Thompson Sampling Achieves Logarithmic Regret

Claim

Consider a \(K\)-armed Bernoulli bandit with means \(\mu_1, \ldots, \mu_K\), optimal mean \(\mu^*\), and gaps \(\Delta_a = \mu^* - \mu_a\). Run Thompson sampling with independent \(\text{Beta}(1, 1)\) priors. Then for every \(\epsilon > 0\),

\[ \mathbb{E}[N_a(T)] \le \frac{(1 + \epsilon) \log T}{\text{KL}(\mu_a, \mu^*)} + O\!\left( \frac{1}{\epsilon^2} \right), \]

so that

\[ \limsup_{T \to \infty} \frac{\text{Regret}(T)}{\log T} \le \sum_{a : \Delta_a > 0} \frac{\Delta_a}{\text{KL}(\mu_a, \mu^*)}. \]

This matches the Lai-Robbins lower bound exactly. The result is due to Kaufmann, Korda, and Munos (Kaufmann et al. 2012); an alternative analysis with weaker constants but a simpler proof is due to Agrawal and Goyal (Agrawal and Goyal 2012).

Setup

At round \(t\), Thompson sampling draws \(\tilde{\mu}_a \sim \text{Beta}(\alpha_a(t), \beta_a(t))\) where \(\alpha_a(t) = 1 + S_a(t)\) and \(\beta_a(t) = 1 + N_a(t) - S_a(t)\) for \(S_a(t) = \sum_{s : a_s = a} r_s\). The arm pulled is \(a_t = \arg\max_a \tilde{\mu}_a\).
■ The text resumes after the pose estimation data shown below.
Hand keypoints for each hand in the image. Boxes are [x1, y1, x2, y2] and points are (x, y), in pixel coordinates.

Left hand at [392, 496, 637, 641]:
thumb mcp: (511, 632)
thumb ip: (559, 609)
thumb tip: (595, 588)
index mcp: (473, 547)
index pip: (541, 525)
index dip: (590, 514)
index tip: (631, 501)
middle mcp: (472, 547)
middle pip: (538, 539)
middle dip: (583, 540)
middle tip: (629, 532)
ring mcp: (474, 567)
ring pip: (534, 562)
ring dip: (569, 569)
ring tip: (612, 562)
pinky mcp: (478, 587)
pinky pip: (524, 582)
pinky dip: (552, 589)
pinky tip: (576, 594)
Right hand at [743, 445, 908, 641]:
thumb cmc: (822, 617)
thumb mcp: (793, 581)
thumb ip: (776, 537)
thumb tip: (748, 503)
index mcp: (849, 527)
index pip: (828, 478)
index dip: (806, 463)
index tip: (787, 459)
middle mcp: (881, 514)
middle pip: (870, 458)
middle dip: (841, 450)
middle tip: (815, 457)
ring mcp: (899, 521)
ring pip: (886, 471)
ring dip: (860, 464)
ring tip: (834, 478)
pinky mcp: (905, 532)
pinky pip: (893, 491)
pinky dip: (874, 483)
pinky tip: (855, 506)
Let \(a^*\) be optimal and fix a suboptimal arm \(a\). The strategy is to bound \(\mathbb{E}[N_a(T)]\) by separately controlling two failure modes:

The posterior of arm \(a^*\) underestimates \(\mu^*\), allowing a suboptimal \(\tilde{\mu}_a\) to win.
The posterior of arm \(a\) overestimates \(\mu_a\) enough to win against a well-calibrated \(a^*\).

Step 1: A Posterior Concentration Bound

For Beta posteriors with \(n\) observations, the standard concentration inequality is

\[ \Pr\!\left[ \tilde{\mu} \ge \mu + x \mid n, S \right] \le \exp(-n \cdot \text{KL}(\hat{\mu}, \mu + x)) \]
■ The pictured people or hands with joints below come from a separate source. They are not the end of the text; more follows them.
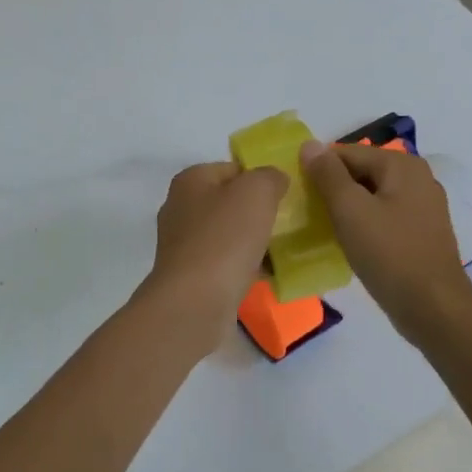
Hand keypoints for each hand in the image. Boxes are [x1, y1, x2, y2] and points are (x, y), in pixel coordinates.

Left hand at [141, 162, 287, 342]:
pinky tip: (269, 275)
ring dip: (254, 241)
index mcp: (190, 181)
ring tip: (284, 250)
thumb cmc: (225, 238)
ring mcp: (184, 245)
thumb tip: (274, 179)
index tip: (287, 195)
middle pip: (230, 202)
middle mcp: (181, 208)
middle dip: (259, 212)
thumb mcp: (256, 192)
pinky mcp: (191, 276)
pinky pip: (226, 263)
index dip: (261, 178)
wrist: (195, 302)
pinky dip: (246, 267)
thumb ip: (269, 176)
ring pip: (229, 235)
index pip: (232, 168)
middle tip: (290, 223)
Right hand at [300, 141, 471, 343]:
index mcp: (402, 165)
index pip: (346, 153)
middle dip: (333, 188)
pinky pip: (384, 216)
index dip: (318, 169)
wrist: (434, 308)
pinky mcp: (422, 232)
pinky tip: (350, 242)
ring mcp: (423, 206)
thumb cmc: (389, 254)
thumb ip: (328, 174)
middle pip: (361, 172)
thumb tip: (309, 144)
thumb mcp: (350, 210)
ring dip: (347, 208)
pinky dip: (365, 223)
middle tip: (306, 212)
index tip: (296, 192)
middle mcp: (417, 178)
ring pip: (372, 196)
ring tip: (323, 228)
for \(\hat{\mu} = S / n \le \mu + x\). The KL on the right is the Bernoulli KL divergence. Symmetric bounds hold for the lower tail.

This is the analogue of Hoeffding’s inequality for Beta posteriors and is the source of the exact Lai-Robbins constant rather than the loose \(1/\Delta_a^2\) constant in UCB1.

Step 2: Posterior of \(a^*\) is Almost Always Optimistic

Define the event

\[ \mathcal{E}_t = \{ \tilde{\mu}_{a^*}(t) \ge \mu^* - \delta \} \]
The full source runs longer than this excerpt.